EDIT: Just so you can have an idea of how slow this code performance is: Last time I measured it, it took 22 hours to run on 1.000.000 results. As a quick workaround, I wrote something else to load the data to a Pandas DataFrame first and then apply the same logic of this code more or less. It took 3 to 4 minutes to group everything, using the same hardware. I mean, I know Pandas is efficient, etc. But there's something wrong, there can't be such a huge gap between between the two solutions performances (4min vs 1,320min).
It is the case that most of the time is spent writing to the database, which includes the round trip of sending work to the DB, plus the DB doing the work. I will point out a couple of places where you can speed up each of those.

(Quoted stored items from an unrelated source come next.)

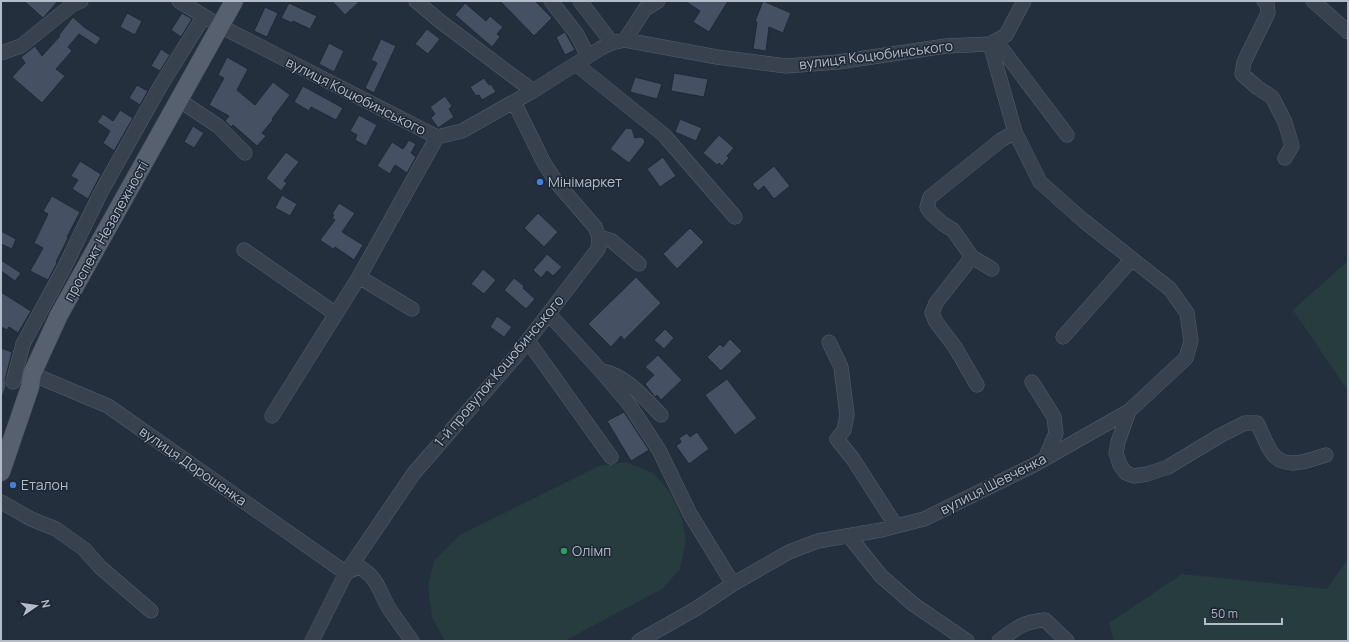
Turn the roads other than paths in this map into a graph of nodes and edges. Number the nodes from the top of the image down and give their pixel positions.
1 (82, 1) edge
2 (179, 1) edge
3 (234, 1) edge
4 (416, 1) edge
5 (551, 1) edge
6 (580, 1) edge
7 (658, 1) edge
8 (1024, 1) edge
9 (1264, 1) edge
10 (1313, 1) edge
11 (204, 16) junction
12 (220, 26) junction
13 (1348, 32) edge
14 (618, 41) junction
15 (993, 42) junction
16 (1, 53) edge
17 (588, 56) junction
18 (576, 64) junction
19 (533, 91) junction
20 (179, 100) junction
21 (514, 102) junction
22 (145, 113) junction
23 (165, 125) junction
24 (1014, 132) junction
25 (1067, 135) dead end
26 (438, 137) junction
27 (245, 153) dead end
28 (1285, 158) dead end
29 (735, 217) dead end
30 (599, 237) junction
31 (244, 250) dead end
32 (972, 257) junction
33 (1132, 259) junction
34 (639, 264) dead end
35 (992, 270) dead end
36 (359, 277) junction
37 (412, 309) dead end
38 (336, 314) junction
39 (548, 314) junction
40 (38, 316) junction
41 (55, 323) junction
42 (1063, 337) dead end
43 (528, 341) junction
44 (829, 342) dead end
45 (601, 371) junction
46 (19, 380) edge
47 (1032, 382) dead end
48 (977, 385) dead end
49 (1129, 411) junction
50 (661, 415) dead end
51 (272, 416) dead end
52 (1326, 454) dead end
53 (611, 457) dead end
54 (1045, 459) junction
55 (1, 472) edge
56 (1, 502) edge
57 (896, 526) junction
58 (849, 536) junction
59 (346, 573) junction
60 (733, 584) junction
61 (150, 612) dead end
62 (312, 641) edge
63 (412, 641) edge
64 (639, 641) edge
65 (967, 641) edge
66 (999, 641) edge
67 (1067, 641) edge

1 - 16 street
2 - 11 street, вулиця Коцюбинського
3 - 12 main road, проспект Незалежності
4 - 19 street
5 - 17 street
6 - 14 street
7 - 14 street, вулиця Коцюбинського
8 - 15 street
9 - 28 street
10 - 13 street
11 - 12 street, вулиця Коцюбинського
11 - 22 street
12 - 20 main road, проспект Незалежності
12 - 26 street, вулиця Коцюбинського
14 - 15 street, вулиця Коцюбинського
14 - 17 street, вулиця Коцюбинського
15 - 24 street
15 - 25 street
17 - 18 street, вулиця Коцюбинського
18 - 19 street, вулиця Коцюбинського
18 - 29 street
19 - 21 street, вулиця Коцюбинського
20 - 23 main road, проспект Незалежності
20 - 27 street
21 - 26 street, вулиця Коцюбинського
21 - 30 street
22 - 23 street
22 - 40 street
23 - 41 main road, проспект Незалежності
24 - 32 street
24 - 33 street
26 - 36 street
30 - 34 street
30 - 39 street, 1-й провулок Коцюбинського
31 - 38 street
32 - 35 street
32 - 48 street
33 - 42 street
33 - 49 street, вулиця Шевченка
36 - 37 street
36 - 38 street
38 - 51 street
39 - 43 street, 1-й провулок Коцюбинського
39 - 45 street
40 - 41 street
40 - 46 street
41 - 46 main road, проспект Незалежності
43 - 53 street
43 - 59 street, 1-й провулок Коцюбинського
44 - 57 street
45 - 50 street
45 - 60 street
46 - 55 main road, проспект Незалежності
46 - 59 street, вулиця Дорошенка
47 - 54 street
49 - 52 street, вулиця Шевченка
49 - 54 street, вулиця Шевченка
54 - 57 street, вулиця Шевченка
56 - 61 street
57 - 58 street, вулиця Шевченка
58 - 60 street, вулиця Шевченка
58 - 65 street
59 - 62 street, 1-й провулок Коцюбинського
59 - 63 street
60 - 64 street, вулиця Шевченка
66 - 67 street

Speeding up the back-and-forth of sending write requests to the DB:
One of the best ways to improve the latency of the requests to the DB is to minimize the number of round trips. In your case, it's actually possible because multiple documents will get updated with the same transaction_group_id. If you accumulate their values and only send a "multi" update for all of them, then it will cut down on the back-and-forth. The larger the transaction groups the more this will help.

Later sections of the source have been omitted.